Joshua York se rió, con una carcajada de puro y espontáneo deleite, profundo y musical.
—Abner —dijo—, es usted un hombre singular y formidable. Le tengo simpatía. Sin embargo, no le gustará ese brebaje; pero si insiste, lo tomaremos.
Se instalaron en las dos sillas de cuero, York dejó la bandeja en la mesita que había entre ellas. Marsh le pasó la botella de vino, o lo que fuera. De algún lugar de entre los prístinos pliegues de su blanco traje, York extrajo un estilizado cuchillo con mango de marfil y una larga hoja de plata. Quitó la cera y con un único y hábil giro clavó la punta del cuchillo en el corcho y lo sacó con un pop. El líquido brotó lentamente, como miel rojinegra en las copas de plata. Era opaco y parecía lleno de diminutas motas negras. Debía ser fuerte, pensó Marsh. Alzó la copa y lo olió, y el alcohol que contenía le inundó de lágrimas los ojos.
—Tenemos que hacer un brindis —dijo York, alzando su copa.
—Por todo el dinero que vamos a ganar —se rió Marsh.

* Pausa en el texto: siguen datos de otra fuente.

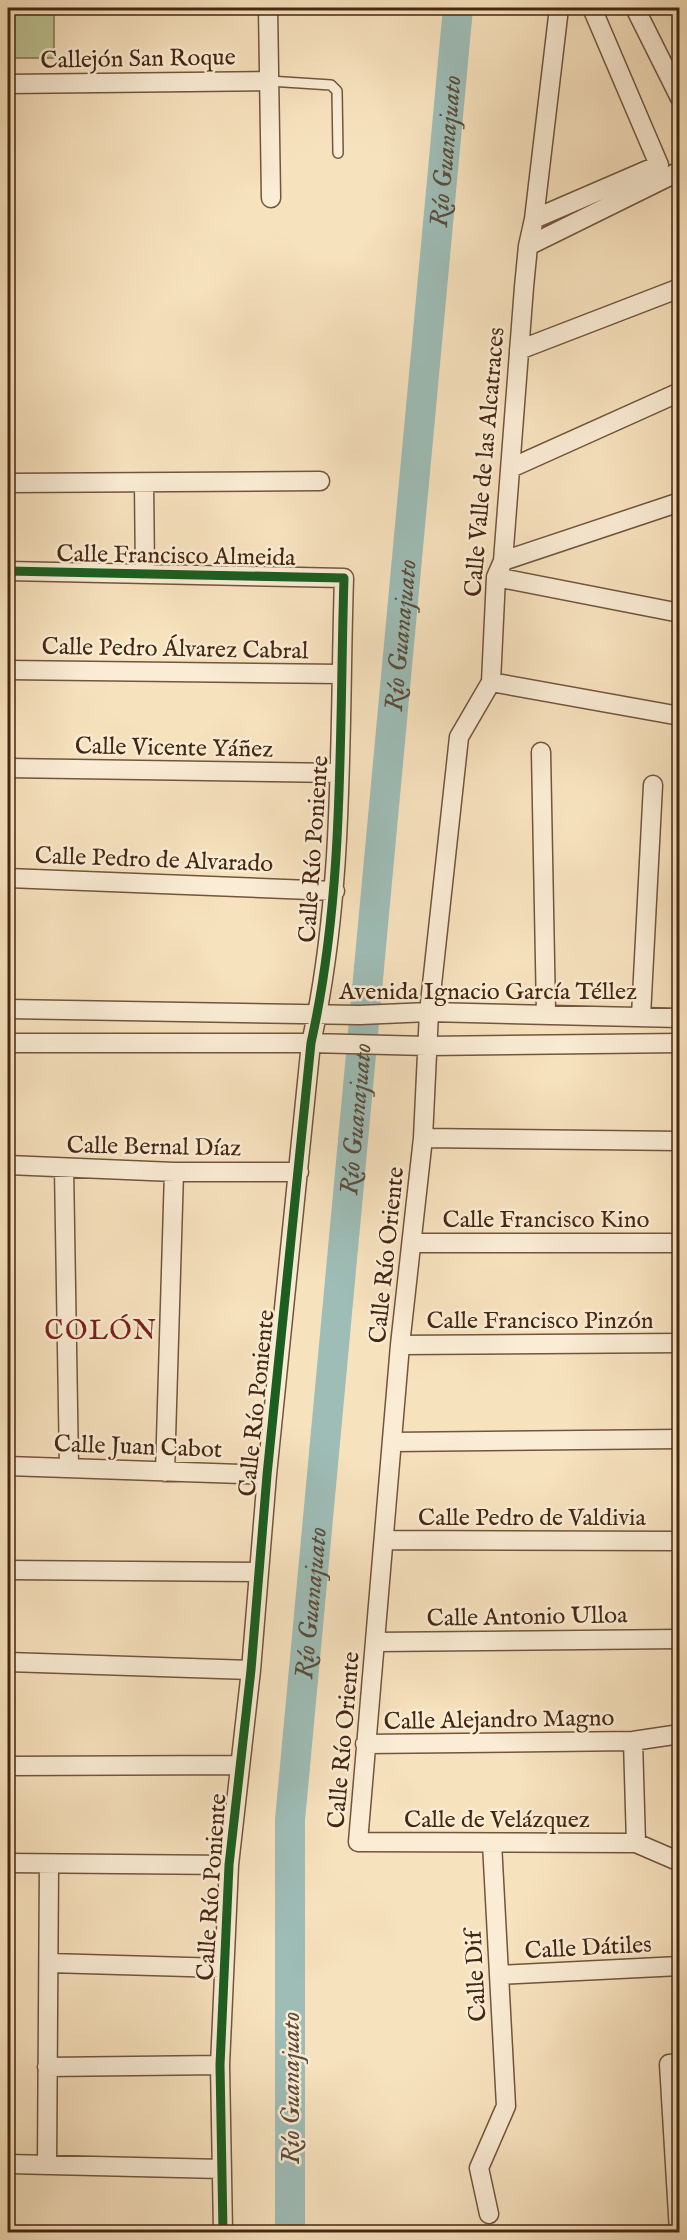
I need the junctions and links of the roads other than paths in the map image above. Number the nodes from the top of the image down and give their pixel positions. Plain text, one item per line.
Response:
1 (268, 8) edge
2 (559, 8) edge
3 (592, 8) edge
4 (635, 8) edge
5 (269, 81) junction
6 (8, 84) edge
7 (680, 98) edge
8 (338, 153) dead end
9 (678, 173) edge
10 (271, 198) dead end
11 (534, 219) junction
12 (528, 246) junction
13 (680, 288) edge
14 (519, 350) junction
15 (680, 392) edge
16 (511, 468) junction
17 (320, 481) dead end
18 (8, 483) edge
19 (144, 483) junction
20 (680, 502) edge
21 (500, 569) junction
22 (8, 571) edge
23 (145, 573) junction
24 (344, 578) joint
25 (680, 613) edge
26 (8, 670) edge
27 (341, 674) junction
28 (491, 682) junction
29 (680, 716) edge
30 (541, 752) dead end
31 (8, 768) edge
32 (339, 773) junction
33 (653, 785) dead end
34 (8, 878) edge
35 (335, 891) junction
36 (8, 1009) edge
37 (421, 1012) junction
38 (546, 1013) junction
39 (319, 1014) junction
40 (641, 1016) junction
41 (680, 1017) edge
42 (8, 1042) edge
43 (680, 1043) edge
44 (314, 1044) junction
45 (420, 1046) junction
46 (423, 1138) junction
47 (680, 1141) edge
48 (8, 1164) edge
49 (64, 1168) junction
50 (174, 1172) junction
51 (299, 1172) junction
52 (412, 1243) junction
53 (680, 1243) edge
54 (680, 1343) edge
55 (400, 1345) junction
56 (680, 1439) edge
57 (393, 1442) junction
58 (8, 1466) edge
59 (69, 1467) junction
60 (165, 1472) junction
61 (267, 1475) junction
62 (385, 1540) junction
63 (680, 1541) edge
64 (8, 1570) edge
65 (259, 1572) junction
66 (680, 1639) edge
67 (375, 1642) junction
68 (8, 1662) edge
69 (250, 1670) junction
70 (680, 1734) edge
71 (633, 1741) junction
72 (365, 1744) junction
73 (240, 1765) junction
74 (8, 1766) edge
75 (358, 1842) joint
76 (492, 1843) junction
77 (636, 1843) junction
78 (680, 1862) edge
79 (8, 1863) edge
80 (49, 1864) junction
81 (229, 1865) junction
82 (49, 1964) junction
83 (680, 1966) edge
84 (223, 1968) junction
85 (499, 1975) junction
86 (680, 2063) edge
87 (220, 2065) junction
88 (47, 2067) junction
89 (677, 2161) edge
90 (8, 2164) edge
91 (48, 2165) junction
92 (222, 2169) junction
93 (489, 2214) dead end
94 (223, 2232) edge
95 (678, 2232) edge

1 - 5 street
2 - 11 street, Calle Valle de las Alcatraces
3 - 11 street
4 - 7 street
5 - 6 street, Callejón San Roque
5 - 8 lane
5 - 10 street
9 - 12 street
11 - 12 street, Calle Valle de las Alcatraces
12 - 14 street, Calle Valle de las Alcatraces
13 - 14 street
14 - 16 street, Calle Valle de las Alcatraces
15 - 16 street
16 - 21 street, Calle Valle de las Alcatraces
17 - 19 street
18 - 19 street
19 - 23 street
20 - 21 street
21 - 25 street
21 - 28 street, Calle Valle de las Alcatraces
22 - 23 street, Calle Francisco Almeida
23 - 24 street, Calle Francisco Almeida
24 - 27 street, Calle Río Poniente
26 - 27 street, Calle Pedro Álvarez Cabral
27 - 32 street, Calle Río Poniente
28 - 29 street
28 - 37 street, Calle Río Oriente
30 - 38 street
31 - 32 street, Calle Vicente Yáñez
32 - 35 street, Calle Río Poniente
33 - 40 street
34 - 35 street, Calle Pedro de Alvarado
35 - 39 street, Calle Río Poniente
36 - 39 street, Avenida Ignacio García Téllez
37 - 38 street, Avenida Ignacio García Téllez
37 - 39 street, Avenida Ignacio García Téllez
37 - 45 street, Calle Río Oriente
38 - 40 street, Avenida Ignacio García Téllez
39 - 44 street, Calle Río Poniente
40 - 41 street, Avenida Ignacio García Téllez
42 - 44 street
43 - 45 street
44 - 45 street
44 - 51 street, Calle Río Poniente
45 - 46 street, Calle Río Oriente
46 - 47 street
46 - 52 street, Calle Río Oriente
48 - 49 street, Calle Bernal Díaz
49 - 50 street, Calle Bernal Díaz
49 - 59 street
50 - 51 street, Calle Bernal Díaz
50 - 60 street
51 - 61 street, Calle Río Poniente
52 - 53 street, Calle Francisco Kino
52 - 55 street, Calle Río Oriente
54 - 55 street, Calle Francisco Pinzón
55 - 57 street, Calle Río Oriente
56 - 57 street
57 - 62 street, Calle Río Oriente
58 - 59 street, Calle Juan Cabot
59 - 60 street, Calle Juan Cabot
60 - 61 street, Calle Juan Cabot
61 - 65 street, Calle Río Poniente
62 - 63 street, Calle Pedro de Valdivia
62 - 67 street, Calle Río Oriente
64 - 65 street
65 - 69 street, Calle Río Poniente
66 - 67 street, Calle Antonio Ulloa
67 - 72 street, Calle Río Oriente
68 - 69 street
69 - 73 street, Calle Río Poniente
70 - 71 street, Calle Alejandro Magno
71 - 72 street, Calle Alejandro Magno
71 - 77 street, Calle Alejandro Magno
72 - 75 street, Calle Río Oriente
73 - 74 street
73 - 81 street, Calle Río Poniente
75 - 76 street, Calle de Velázquez
76 - 77 street, Calle de Velázquez
76 - 85 street, Calle Dif
77 - 78 street
79 - 80 street
80 - 81 street
80 - 82 street
81 - 84 street, Calle Río Poniente
82 - 84 street
82 - 88 street
83 - 85 street, Calle Dátiles
84 - 87 street, Calle Río Poniente
85 - 93 street, Calle Dif
86 - 89 street
87 - 88 street
87 - 92 street, Calle Río Poniente
88 - 91 street
89 - 95 street
90 - 91 street
91 - 92 street
92 - 94 street, Calle Río Poniente

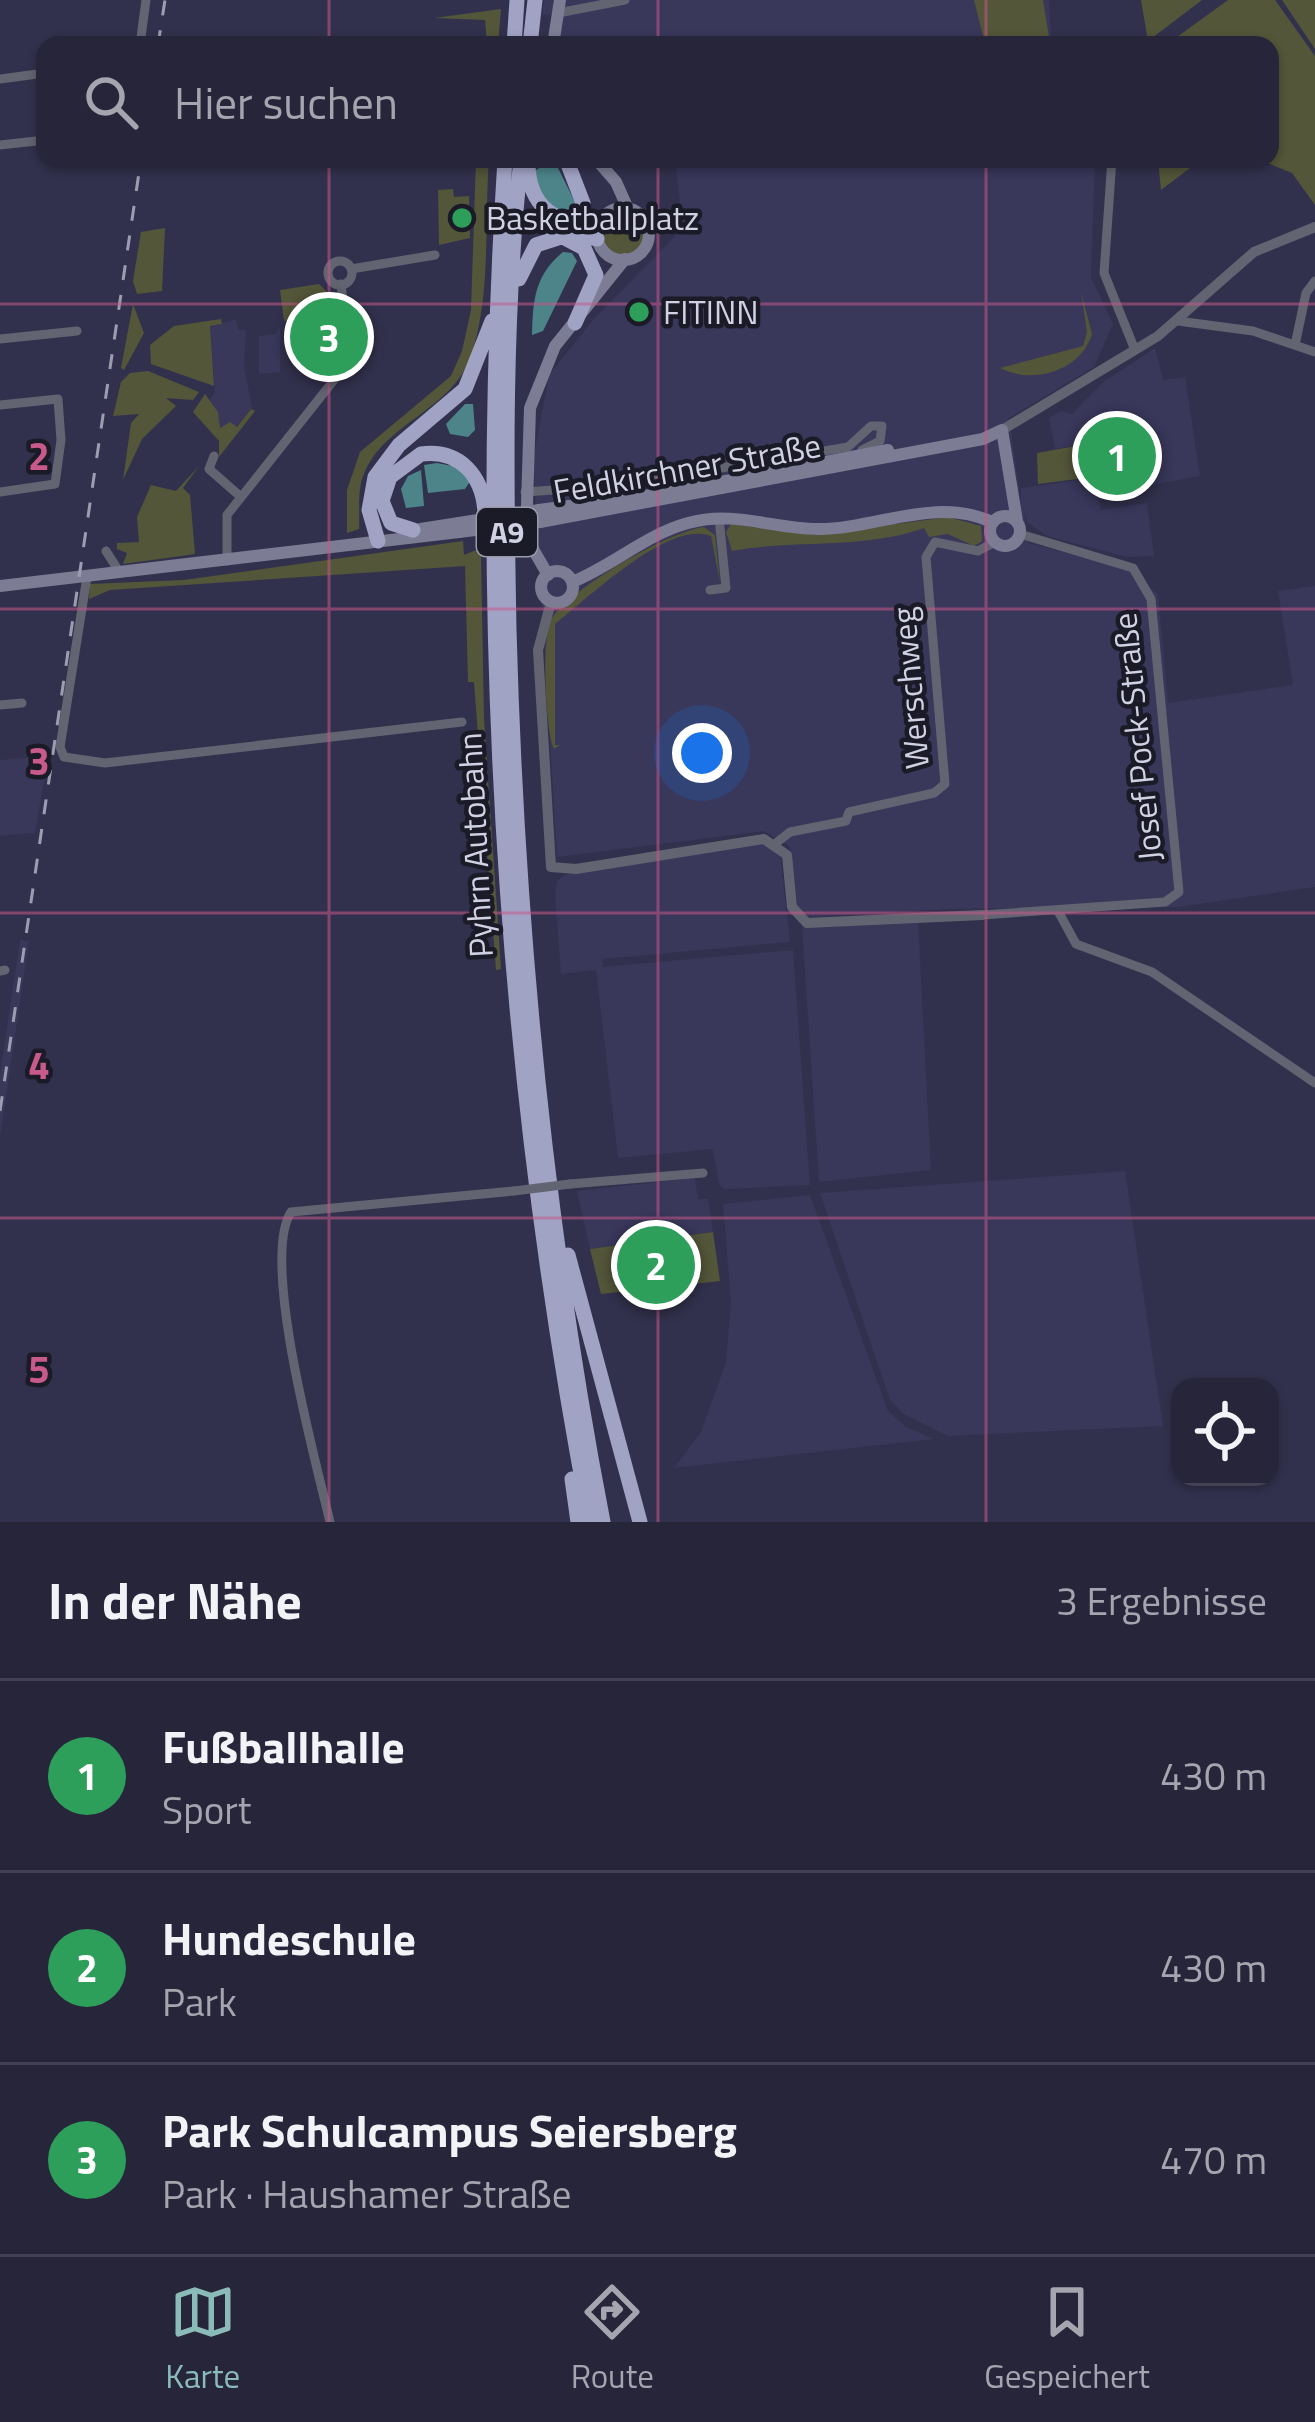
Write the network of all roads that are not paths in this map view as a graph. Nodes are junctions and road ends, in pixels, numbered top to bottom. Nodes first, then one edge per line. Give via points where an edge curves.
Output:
1 (146, 0) edge
2 (518, 0) edge
3 (535, 0) edge
4 (625, 0) edge
5 (559, 7) edge
6 (141, 36) edge
7 (515, 36) edge
8 (531, 36) edge
9 (36, 75) edge
10 (0, 79) edge
11 (36, 141) edge
12 (0, 146) edge
13 (505, 168) edge
14 (523, 168) edge
15 (526, 168) edge
16 (570, 168) edge
17 (602, 168) edge
18 (1111, 168) edge
19 (608, 176) junction
20 (628, 209) junction
21 (603, 224) junction
22 (1315, 227) edge
23 (561, 228) junction
24 (608, 254) junction
25 (435, 255) dead end
26 (625, 259) junction
27 (351, 269) junction
28 (329, 273) junction
29 (314, 275) dead end
30 (1315, 281) edge
31 (341, 284) junction
32 (599, 295) junction
33 (504, 306) junction
34 (1178, 321) junction
35 (574, 322) junction
36 (77, 331) dead end
37 (1127, 331) junction
38 (0, 339) edge
39 (1295, 345) junction
40 (1135, 350) junction
41 (1315, 352) edge
42 (1120, 359) junction
43 (0, 405) edge
44 (1001, 430) junction
45 (214, 456) dead end
46 (837, 459) junction
47 (0, 492) edge
48 (525, 492) junction
49 (241, 496) junction
50 (383, 512) junction
51 (540, 516) junction
52 (719, 518) junction
53 (1009, 523) junction
54 (459, 528) junction
55 (413, 530) junction
56 (374, 534) junction
57 (994, 542) junction
58 (357, 544) joint
59 (493, 544) junction
60 (106, 551) dead end
61 (227, 561) junction
62 (120, 573) junction
63 (548, 575) junction
64 (87, 577) junction
65 (572, 582) junction
66 (0, 586) edge
67 (710, 590) dead end
68 (551, 602) junction
69 (22, 703) dead end
70 (0, 705) edge
71 (462, 722) dead end
72 (776, 843) junction
73 (1058, 911) junction
74 (982, 915) joint
75 (1315, 1083) edge
76 (703, 1172) dead end
77 (551, 1195) junction
78 (564, 1392) junction
79 (329, 1522) edge
80 (578, 1522) edge
81 (590, 1522) edge
82 (603, 1522) edge
83 (640, 1522) edge

1 - 6 street
2 - 7 highway
3 - 8 highway
4 - 5 street
9 - 10 street
11 - 12 street
13 - 33 highway, Pyhrn Autobahn / A9
14 - 33 highway, Pyhrn Autobahn / A9
15 - 23 highway via 533,197
16 - 23 highway via 583,202
17 - 19 main road
18 - 37 street via 1104,273
19 - 20 main road
19 - 21 main road
20 - 21 main road
20 - 26 main road via 648,233 642,250
21 - 23 highway
21 - 24 main road
22 - 34 street, Feldkirchner Straße via 1242,260
23 - 33 highway via 536,245
23 - 35 highway via 584,248 596,275
24 - 26 main road
24 - 32 main road
25 - 27 street
26 - 32 main road
27 - 28 street via 338,262
27 - 31 street
28 - 29 street
28 - 31 street
30 - 39 street
31 - 49 street via 345,366
32 - 35 main road
33 - 56 highway via 465,389 380,468 371,489
33 - 59 highway, Pyhrn Autobahn / A9
33 - 77 highway, Pyhrn Autobahn / A9 via 512,753
34 - 39 street
34 - 40 street, Feldkirchner Straße
35 - 48 main road via 534,393
36 - 38 street
37 - 40 street
37 - 42 street
39 - 41 street
40 - 42 street, Feldkirchner Straße
42 - 44 street, Feldkirchner Straße
43 - 47 street via 58,399 57,481
44 - 46 main road, Feldkirchner Straße
44 - 51 main road, Feldkirchner Straße via 843,467
44 - 53 main road
45 - 49 street via 209,469
46 - 48 street via 880,441 882,425 848,447 578,491
46 - 51 main road, Feldkirchner Straße
48 - 63 main road via 528,547
49 - 61 street via 224,525
50 - 55 highway
50 - 56 highway via 385,531
50 - 59 highway via 386,484 403,462 432,453 453,457 479,483
51 - 54 main road, Feldkirchner Straße, bridge
52 - 53 main road via 815,529 948,511
52 - 65 main road via 669,529
52 - 67 street via 726,588
53 - 57 main road
53 - 57 main road via 1011,545
53 - 73 street, Josef Pock-Straße via 1132,568 1151,598 1179,892 1165,902
54 - 55 main road, Feldkirchner Straße
54 - 56 main road, Feldkirchner Straße
55 - 56 main road, Feldkirchner Straße
56 - 58 highway
57 - 72 street, Werschweg via 972,551 935,542 926,557 945,784
58 - 61 main road
59 - 78 highway, Pyhrn Autobahn / A9 via 512,964
60 - 62 street
61 - 62 main road
62 - 64 main road
63 - 65 main road
63 - 68 main road via 542,588
64 - 66 main road
64 - 71 street via 64,757 105,763
65 - 68 main road via 568,599
68 - 72 street, Werschweg via 538,650 551,866 576,869 743,839
69 - 70 street
72 - 74 street via 789,861 794,915 808,922
73 - 74 street, Josef Pock-Straße
73 - 75 street via 1076,944 1152,972
76 - 79 street, bridge via 291,1213 282,1258 296,1372
77 - 82 highway, Pyhrn Autobahn / A9
77 - 83 highway
78 - 80 highway
78 - 81 highway, Pyhrn Autobahn / A9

—No —dijo York en tono serio. Sus diabólicos ojos grises tenían un tono de grave melancolía. Marsh no deseaba que York se pusiera a recitar poemas otra vez—. Abner —continuó York—, sé lo que significa el Sueño del Fevre para usted. Quiero que sepa que también significa mucho para mí. Este día es el comienzo de una gran nueva vida. Usted y yo, juntos, lo hemos construido, y seguiremos adelante hasta convertirlo en una leyenda. Siempre me ha gustado la belleza, Abner, pero ésta es la primera vez en mi vida que la he creado, o que he colaborado en su creación. Fue una buena idea traer algo nuevo y bueno al mundo. Especialmente para mí. Y tengo que darle las gracias por ello —alzó su copa—. Bebamos por el Sueño del Fevre y todo lo que representa, amigo mío. Belleza, libertad y esperanza. ¡Por nuestro barco y un mundo mejor!